In 1965, Kodak (with sales of more than $1 billion a year and 75,000 employees) came out with Super 8. Bolex was slow to adopt the new format. Trevor was out of work for a few months when he got a call from Éclair Debrie UK. This company was created by Harry Saltzman, Producer of the James Bond films.
Trevor explained, “Saltzman had saved the tragically ailing Éclair International Company and the Andre Debrie Film Processing and Printing Factories in France. He opened up the subsidiary in London to be able to produce this equipment cheaper. I was invited to join them. I was the first person to be employed by that company. I stayed there for three or four years and everything just turned to gold for me. I was responsible for setting up the the camera production line and the after-sales service. And then later on technical sales. I joined Éclair International Cameras (E.I.C.) in rue Gaillon near the Opera in Paris, and later just off the Champs-Elysees near the Arc de Triomphe.
“I travelled around the world to train technicians on the NPR, ACL, and other cameras, and bring back news of potential sales. We started a training school. We trained some 150 technicians over a period of four or five years. Which meant that there were plenty of technicians available to service Éclair cameras. But Éclair was about to fail. All the staff were laid off except myself, Manfred Tosseram, Michel Vacar, and Madame Gauthrie. Jean-Pierre Beauviala was called in to assist. There were no new orders for Éclair cameras because with the new Aaton and Arriflex 16mm cameras, the market was already saturated and video was coming in very fast. The writing was on the wall. There was no future for Éclair. Mr.

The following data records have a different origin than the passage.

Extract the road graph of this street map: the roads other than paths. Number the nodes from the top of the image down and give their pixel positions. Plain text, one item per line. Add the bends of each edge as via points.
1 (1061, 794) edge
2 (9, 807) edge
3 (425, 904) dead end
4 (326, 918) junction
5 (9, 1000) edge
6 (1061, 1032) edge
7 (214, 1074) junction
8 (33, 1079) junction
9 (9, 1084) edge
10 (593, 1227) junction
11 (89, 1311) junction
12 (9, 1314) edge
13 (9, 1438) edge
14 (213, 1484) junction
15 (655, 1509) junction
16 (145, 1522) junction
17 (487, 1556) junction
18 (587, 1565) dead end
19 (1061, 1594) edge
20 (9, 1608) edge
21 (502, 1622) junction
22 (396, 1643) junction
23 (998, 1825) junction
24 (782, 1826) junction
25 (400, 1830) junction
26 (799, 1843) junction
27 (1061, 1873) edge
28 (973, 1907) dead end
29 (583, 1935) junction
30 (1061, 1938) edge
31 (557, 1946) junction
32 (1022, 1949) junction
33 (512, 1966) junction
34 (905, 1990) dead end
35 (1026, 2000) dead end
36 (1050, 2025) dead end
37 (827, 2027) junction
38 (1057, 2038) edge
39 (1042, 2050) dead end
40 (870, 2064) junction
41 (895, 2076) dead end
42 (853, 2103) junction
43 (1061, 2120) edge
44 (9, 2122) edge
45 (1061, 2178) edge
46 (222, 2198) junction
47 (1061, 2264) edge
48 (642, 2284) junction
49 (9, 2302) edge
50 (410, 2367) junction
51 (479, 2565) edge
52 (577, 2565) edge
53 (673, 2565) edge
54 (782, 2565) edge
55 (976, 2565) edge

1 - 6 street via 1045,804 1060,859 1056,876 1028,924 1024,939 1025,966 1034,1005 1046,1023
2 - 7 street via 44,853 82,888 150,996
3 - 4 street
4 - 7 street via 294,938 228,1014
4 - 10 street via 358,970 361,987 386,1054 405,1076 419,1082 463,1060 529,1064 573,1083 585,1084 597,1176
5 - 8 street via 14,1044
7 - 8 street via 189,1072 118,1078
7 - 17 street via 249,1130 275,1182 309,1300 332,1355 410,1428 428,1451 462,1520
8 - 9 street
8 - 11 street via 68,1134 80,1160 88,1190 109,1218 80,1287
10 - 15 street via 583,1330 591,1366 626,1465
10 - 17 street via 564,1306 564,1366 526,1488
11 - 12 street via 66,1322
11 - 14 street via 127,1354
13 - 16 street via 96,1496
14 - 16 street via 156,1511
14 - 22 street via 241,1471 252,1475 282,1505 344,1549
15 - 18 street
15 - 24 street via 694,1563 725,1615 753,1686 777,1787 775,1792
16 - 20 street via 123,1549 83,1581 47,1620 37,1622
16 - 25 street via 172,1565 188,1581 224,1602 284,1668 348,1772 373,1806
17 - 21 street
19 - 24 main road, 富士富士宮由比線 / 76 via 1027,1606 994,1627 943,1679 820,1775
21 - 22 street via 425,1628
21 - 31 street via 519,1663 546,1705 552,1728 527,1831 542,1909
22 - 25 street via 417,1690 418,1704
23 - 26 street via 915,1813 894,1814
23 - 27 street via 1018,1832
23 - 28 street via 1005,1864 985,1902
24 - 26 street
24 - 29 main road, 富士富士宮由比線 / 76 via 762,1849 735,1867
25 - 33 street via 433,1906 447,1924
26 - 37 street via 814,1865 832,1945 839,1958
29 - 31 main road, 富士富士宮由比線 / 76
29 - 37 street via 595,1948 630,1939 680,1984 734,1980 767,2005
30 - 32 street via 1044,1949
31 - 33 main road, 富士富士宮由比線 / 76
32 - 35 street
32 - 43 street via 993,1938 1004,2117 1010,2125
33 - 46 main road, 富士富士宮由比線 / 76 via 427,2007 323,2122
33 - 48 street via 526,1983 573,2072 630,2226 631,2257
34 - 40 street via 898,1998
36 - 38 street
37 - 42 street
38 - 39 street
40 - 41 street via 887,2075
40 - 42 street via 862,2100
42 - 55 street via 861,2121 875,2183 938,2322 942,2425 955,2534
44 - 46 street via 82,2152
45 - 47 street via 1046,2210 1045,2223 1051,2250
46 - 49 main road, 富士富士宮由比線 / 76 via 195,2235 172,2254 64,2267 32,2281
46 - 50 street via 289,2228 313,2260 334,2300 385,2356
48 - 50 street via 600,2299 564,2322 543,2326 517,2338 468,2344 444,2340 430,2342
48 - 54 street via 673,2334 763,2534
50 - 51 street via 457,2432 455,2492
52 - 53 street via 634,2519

Beauviala was very kind to me personally when it came to the showdown at the end.”
And that is how EMIT began in 1982. Trevor, Manfred Tosseram, and Michel Vacar created the company to assist the Éclair camera factory to export their spare parts back orders and accessories. The company was called “Modern Image Techniques.” It was set up at Epinay-sur-Seine, some 12 kilometers North of Paris, the hometown of Éclair Processing Labs, cutting rooms, and the famous Éclair Film Production Company with the largest sound stage in Europe at that time.
“Modern Image Techniques” became EMIT. Andrew Steele explained, “Because there was a big university in Boston named MIT, and not wishing to be pretentious, they chose a four letter word which could be pronounced easily in most languages. They added the ‘E,’ which is the first letter of Equipment, Electronics, Efficiency, Emitter, Éclair, Etc. They brought in Cooke lenses from the UK and PAG batteries, Chrosziel matteboxes and follow focus, and Panther dollies—under FGV at the time.”
Trevor will be missed by so many of us.